Prompt:
Below are the records; copy each line in which "Madina" can be found.

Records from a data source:

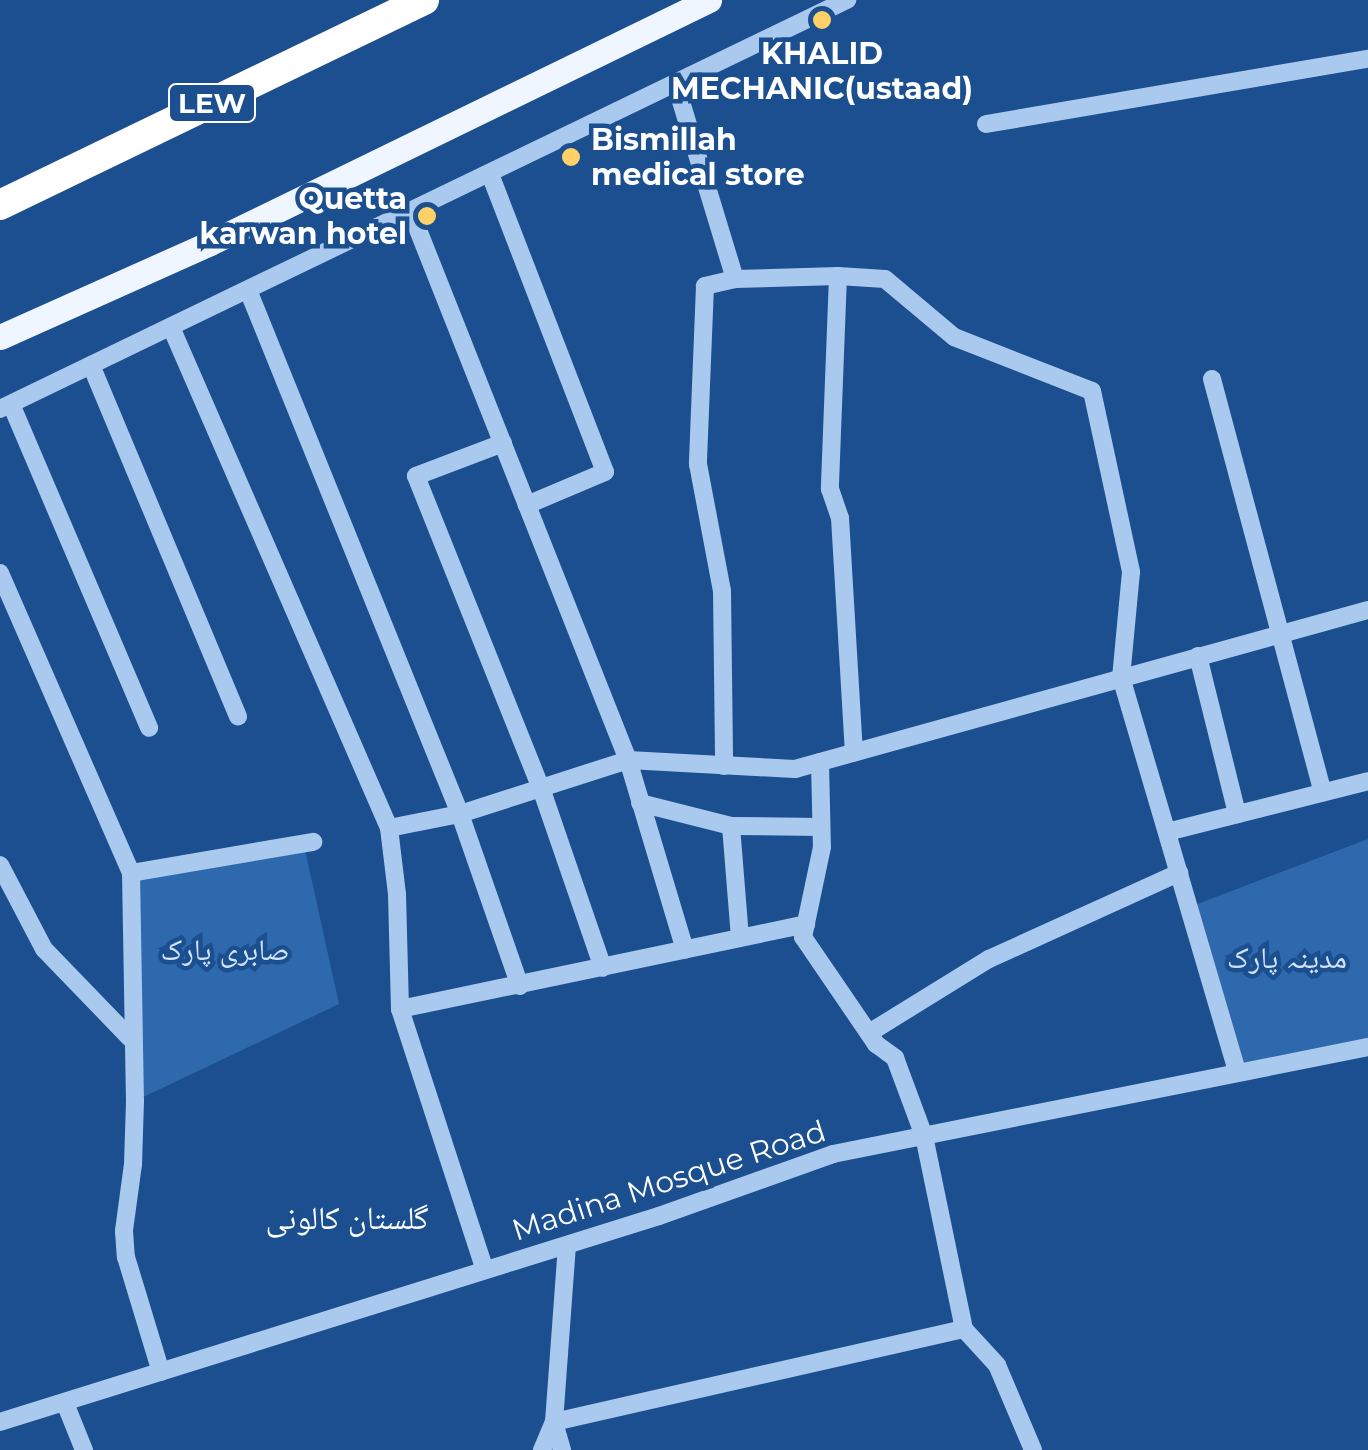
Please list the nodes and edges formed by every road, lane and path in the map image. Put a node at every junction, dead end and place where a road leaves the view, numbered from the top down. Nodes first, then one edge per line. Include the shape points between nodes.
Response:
1 (424, 0) edge
2 (710, 0) edge
3 (847, 0) edge
4 (1368, 59) edge
5 (676, 85) junction
6 (986, 124) dead end
7 (490, 174) junction
8 (0, 205) edge
9 (411, 212) junction
10 (838, 276) junction
11 (735, 278) junction
12 (248, 290) junction
13 (172, 326) junction
14 (0, 337) edge
15 (91, 365) junction
16 (1212, 379) dead end
17 (5, 406) edge
18 (503, 444) junction
19 (527, 504) junction
20 (0, 573) edge
21 (1368, 610) edge
22 (1283, 633) junction
23 (1198, 656) junction
24 (1121, 677) junction
25 (238, 716) dead end
26 (149, 728) dead end
27 (854, 753) junction
28 (628, 760) junction
29 (820, 762) junction
30 (724, 766) junction
31 (1368, 781) edge
32 (541, 788) junction
33 (1324, 792) junction
34 (640, 803) junction
35 (460, 814) junction
36 (1237, 814) junction
37 (731, 826) junction
38 (821, 827) junction
39 (389, 828) junction
40 (1167, 832) junction
41 (313, 842) dead end
42 (0, 868) edge
43 (131, 873) junction
44 (1179, 873) junction
45 (806, 924) junction
46 (740, 938) junction
47 (685, 950) junction
48 (603, 968) junction
49 (520, 986) junction
50 (400, 1010) junction
51 (869, 1034) junction
52 (130, 1038) junction
53 (1368, 1047) edge
54 (1238, 1072) junction
55 (924, 1136) junction
56 (567, 1245) junction
57 (485, 1270) junction
58 (964, 1329) junction
59 (162, 1372) junction
60 (65, 1403) junction
61 (0, 1422) edge
62 (554, 1422) junction
63 (84, 1450) edge
64 (542, 1450) edge
65 (562, 1450) edge
66 (1033, 1450) edge

1 - 8 highway, LEW
2 - 14 main road via 239,230
3 - 5 street
4 - 6 street
5 - 7 street
5 - 11 street
7 - 9 street
7 - 19 street via 605,472
9 - 12 street
9 - 18 street
10 - 11 street
10 - 24 street via 885,278 954,337 1092,391 1131,572
10 - 27 street via 830,489 840,518
11 - 30 street via 705,286 698,464 722,591
12 - 13 street
12 - 35 street
13 - 15 street
13 - 39 street
15 - 17 street
15 - 25 street
16 - 22 street
17 - 26 street
18 - 19 street
18 - 32 street via 416,476
19 - 28 street
20 - 43 street
21 - 22 street
22 - 23 street
22 - 33 street
23 - 24 street
23 - 36 street
24 - 27 street
24 - 40 street
27 - 29 street
28 - 30 street
28 - 32 street
28 - 34 street
29 - 30 street via 795,769
29 - 38 street
31 - 33 street
32 - 35 street
32 - 48 street
33 - 36 street
34 - 37 street
34 - 47 street
35 - 39 street
35 - 49 street
36 - 40 street
37 - 38 street
37 - 46 street
38 - 45 street
39 - 50 street via 398,894
40 - 44 street
41 - 43 street
42 - 52 street via 44,949
43 - 52 street
44 - 51 street via 989,960
44 - 54 street
45 - 46 street
45 - 51 street via 803,937
46 - 47 street
47 - 48 street
48 - 49 street
49 - 50 street
50 - 57 street
51 - 55 street via 895,1058
52 - 59 street via 135,1101 126,1256
53 - 54 street, Madina Mosque Road
54 - 55 street, Madina Mosque Road
55 - 56 street, Madina Mosque Road via 834,1154
55 - 58 street
56 - 57 street, Madina Mosque Road
56 - 62 street
57 - 59 street, Madina Mosque Road
58 - 62 street
58 - 66 street via 997,1365
59 - 60 street, Madina Mosque Road
60 - 61 street, Madina Mosque Road
60 - 63 street
62 - 64 street
62 - 65 street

Answer box:
53 - 54 street, Madina Mosque Road
54 - 55 street, Madina Mosque Road
55 - 56 street, Madina Mosque Road via 834,1154
56 - 57 street, Madina Mosque Road
57 - 59 street, Madina Mosque Road
59 - 60 street, Madina Mosque Road
60 - 61 street, Madina Mosque Road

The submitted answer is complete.